(Saved entries)
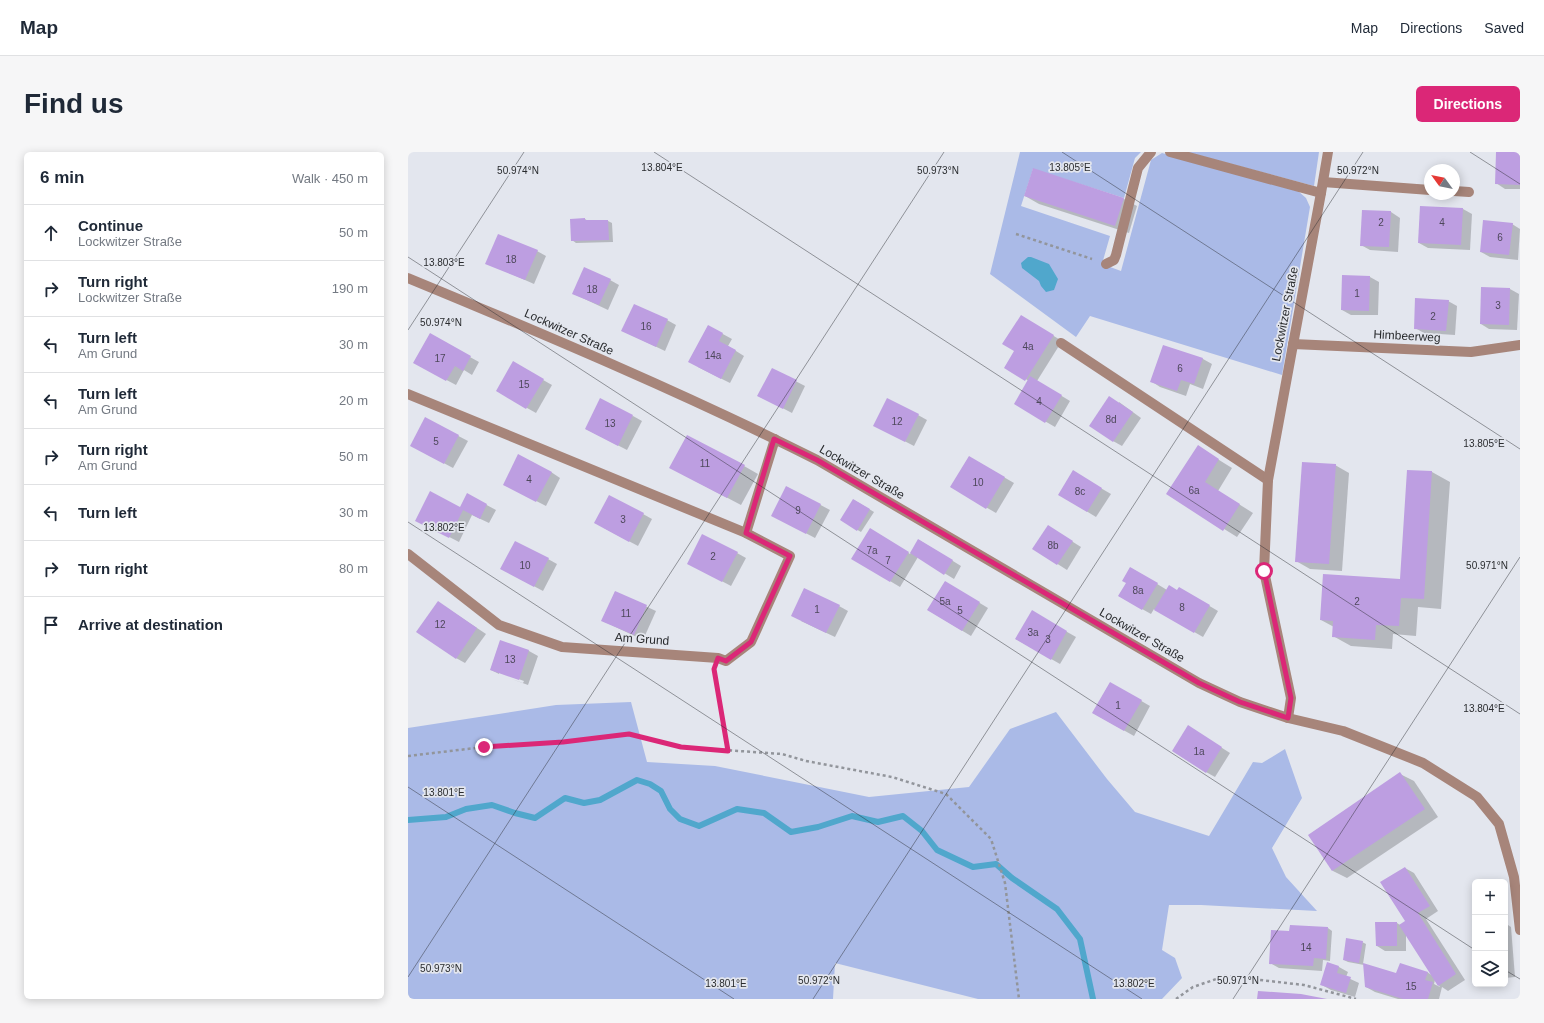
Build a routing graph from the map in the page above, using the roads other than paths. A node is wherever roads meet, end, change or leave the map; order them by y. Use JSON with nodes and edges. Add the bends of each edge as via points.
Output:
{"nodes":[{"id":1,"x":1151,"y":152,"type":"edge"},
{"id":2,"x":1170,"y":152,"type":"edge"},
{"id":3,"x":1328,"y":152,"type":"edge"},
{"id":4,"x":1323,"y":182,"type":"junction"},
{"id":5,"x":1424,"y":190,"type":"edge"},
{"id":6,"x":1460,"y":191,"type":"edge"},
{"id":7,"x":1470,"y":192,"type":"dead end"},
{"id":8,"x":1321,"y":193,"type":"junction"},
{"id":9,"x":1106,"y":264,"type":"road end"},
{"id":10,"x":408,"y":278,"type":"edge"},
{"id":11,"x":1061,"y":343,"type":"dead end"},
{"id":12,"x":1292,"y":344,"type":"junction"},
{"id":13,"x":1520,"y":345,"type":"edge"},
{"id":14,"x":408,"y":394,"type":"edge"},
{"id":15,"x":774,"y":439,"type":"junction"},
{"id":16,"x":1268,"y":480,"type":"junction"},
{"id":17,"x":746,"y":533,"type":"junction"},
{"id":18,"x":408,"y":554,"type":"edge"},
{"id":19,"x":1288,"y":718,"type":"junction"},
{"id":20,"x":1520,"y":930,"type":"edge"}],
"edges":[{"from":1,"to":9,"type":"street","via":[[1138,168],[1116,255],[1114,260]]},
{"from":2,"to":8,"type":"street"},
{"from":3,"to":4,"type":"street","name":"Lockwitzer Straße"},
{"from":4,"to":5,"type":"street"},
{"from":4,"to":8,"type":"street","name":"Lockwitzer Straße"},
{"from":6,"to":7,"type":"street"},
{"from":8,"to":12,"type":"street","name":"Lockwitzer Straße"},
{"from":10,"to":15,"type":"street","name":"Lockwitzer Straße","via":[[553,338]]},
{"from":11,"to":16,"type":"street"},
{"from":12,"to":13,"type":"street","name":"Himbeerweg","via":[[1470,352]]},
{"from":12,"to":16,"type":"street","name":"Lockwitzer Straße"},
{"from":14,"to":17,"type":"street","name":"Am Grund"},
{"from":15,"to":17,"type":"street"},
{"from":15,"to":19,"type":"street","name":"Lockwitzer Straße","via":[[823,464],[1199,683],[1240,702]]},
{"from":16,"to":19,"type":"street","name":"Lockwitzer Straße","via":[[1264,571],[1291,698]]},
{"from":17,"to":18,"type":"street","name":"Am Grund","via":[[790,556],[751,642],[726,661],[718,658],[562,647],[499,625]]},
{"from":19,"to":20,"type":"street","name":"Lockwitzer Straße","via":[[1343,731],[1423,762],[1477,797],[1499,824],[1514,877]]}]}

» **Task prompt**: Because only the text is wanted, repeat all the entries exactly and leave out the pictures.

» **Task output**:
Build a routing graph from the map in the page above, using the roads other than paths. A node is wherever roads meet, end, change or leave the map; order them by y. Use JSON with nodes and edges. Add the bends of each edge as via points.
Output:
{"nodes":[{"id":1,"x":1151,"y":152,"type":"edge"},
{"id":2,"x":1170,"y":152,"type":"edge"},
{"id":3,"x":1328,"y":152,"type":"edge"},
{"id":4,"x":1323,"y":182,"type":"junction"},
{"id":5,"x":1424,"y":190,"type":"edge"},
{"id":6,"x":1460,"y":191,"type":"edge"},
{"id":7,"x":1470,"y":192,"type":"dead end"},
{"id":8,"x":1321,"y":193,"type":"junction"},
{"id":9,"x":1106,"y":264,"type":"road end"},
{"id":10,"x":408,"y":278,"type":"edge"},
{"id":11,"x":1061,"y":343,"type":"dead end"},
{"id":12,"x":1292,"y":344,"type":"junction"},
{"id":13,"x":1520,"y":345,"type":"edge"},
{"id":14,"x":408,"y":394,"type":"edge"},
{"id":15,"x":774,"y":439,"type":"junction"},
{"id":16,"x":1268,"y":480,"type":"junction"},
{"id":17,"x":746,"y":533,"type":"junction"},
{"id":18,"x":408,"y":554,"type":"edge"},
{"id":19,"x":1288,"y":718,"type":"junction"},
{"id":20,"x":1520,"y":930,"type":"edge"}],
"edges":[{"from":1,"to":9,"type":"street","via":[[1138,168],[1116,255],[1114,260]]},
{"from":2,"to":8,"type":"street"},
{"from":3,"to":4,"type":"street","name":"Lockwitzer Straße"},
{"from":4,"to":5,"type":"street"},
{"from":4,"to":8,"type":"street","name":"Lockwitzer Straße"},
{"from":6,"to":7,"type":"street"},
{"from":8,"to":12,"type":"street","name":"Lockwitzer Straße"},
{"from":10,"to":15,"type":"street","name":"Lockwitzer Straße","via":[[553,338]]},
{"from":11,"to":16,"type":"street"},
{"from":12,"to":13,"type":"street","name":"Himbeerweg","via":[[1470,352]]},
{"from":12,"to":16,"type":"street","name":"Lockwitzer Straße"},
{"from":14,"to":17,"type":"street","name":"Am Grund"},
{"from":15,"to":17,"type":"street"},
{"from":15,"to":19,"type":"street","name":"Lockwitzer Straße","via":[[823,464],[1199,683],[1240,702]]},
{"from":16,"to":19,"type":"street","name":"Lockwitzer Straße","via":[[1264,571],[1291,698]]},
{"from":17,"to":18,"type":"street","name":"Am Grund","via":[[790,556],[751,642],[726,661],[718,658],[562,647],[499,625]]},
{"from":19,"to":20,"type":"street","name":"Lockwitzer Straße","via":[[1343,731],[1423,762],[1477,797],[1499,824],[1514,877]]}]}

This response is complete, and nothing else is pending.